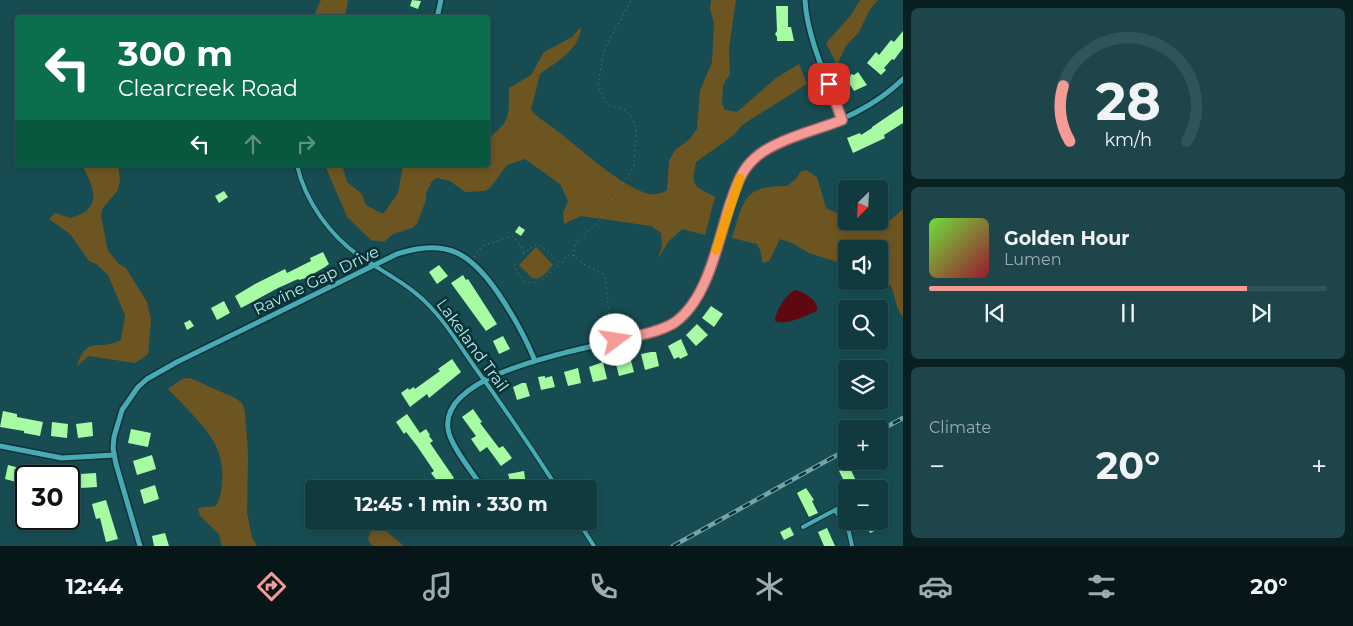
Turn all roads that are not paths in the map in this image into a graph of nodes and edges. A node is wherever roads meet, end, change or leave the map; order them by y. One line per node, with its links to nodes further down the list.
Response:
1 (441, 0): 3 (street)
2 (805, 0): 5 (street)
3 (438, 15)
4 (903, 80): 5 (street)
5 (842, 120): 8 (street)
6 (298, 167): 7 (lane, Lakeland Trail)
7 (374, 265): 8 (street, Ravine Gap Drive); 9 (lane, Lakeland Trail); 11 (street, Ravine Gap Drive)
8 (535, 361): 9 (street)
9 (485, 382): 12 (street); 13 (lane, Lakeland Trail)
10 (0, 446): 11 (street)
11 (114, 456): 17 (street, Ravine Gap Drive)
12 (477, 480)
13 (552, 480)
14 (836, 510): 15 (lane); 19 (lane)
15 (803, 527)
16 (584, 530): 18 (lane)
17 (140, 546)
18 (594, 546)
19 (852, 546)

########################################

▶ **Task details**
A verbatim copy of every record is to be produced, and pictures are to be excluded from it.

▶ **Result**
Turn all roads that are not paths in the map in this image into a graph of nodes and edges. A node is wherever roads meet, end, change or leave the map; order them by y. One line per node, with its links to nodes further down the list.
Response:
1 (441, 0): 3 (street)
2 (805, 0): 5 (street)
3 (438, 15)
4 (903, 80): 5 (street)
5 (842, 120): 8 (street)
6 (298, 167): 7 (lane, Lakeland Trail)
7 (374, 265): 8 (street, Ravine Gap Drive); 9 (lane, Lakeland Trail); 11 (street, Ravine Gap Drive)
8 (535, 361): 9 (street)
9 (485, 382): 12 (street); 13 (lane, Lakeland Trail)
10 (0, 446): 11 (street)
11 (114, 456): 17 (street, Ravine Gap Drive)
12 (477, 480)
13 (552, 480)
14 (836, 510): 15 (lane); 19 (lane)
15 (803, 527)
16 (584, 530): 18 (lane)
17 (140, 546)
18 (594, 546)
19 (852, 546)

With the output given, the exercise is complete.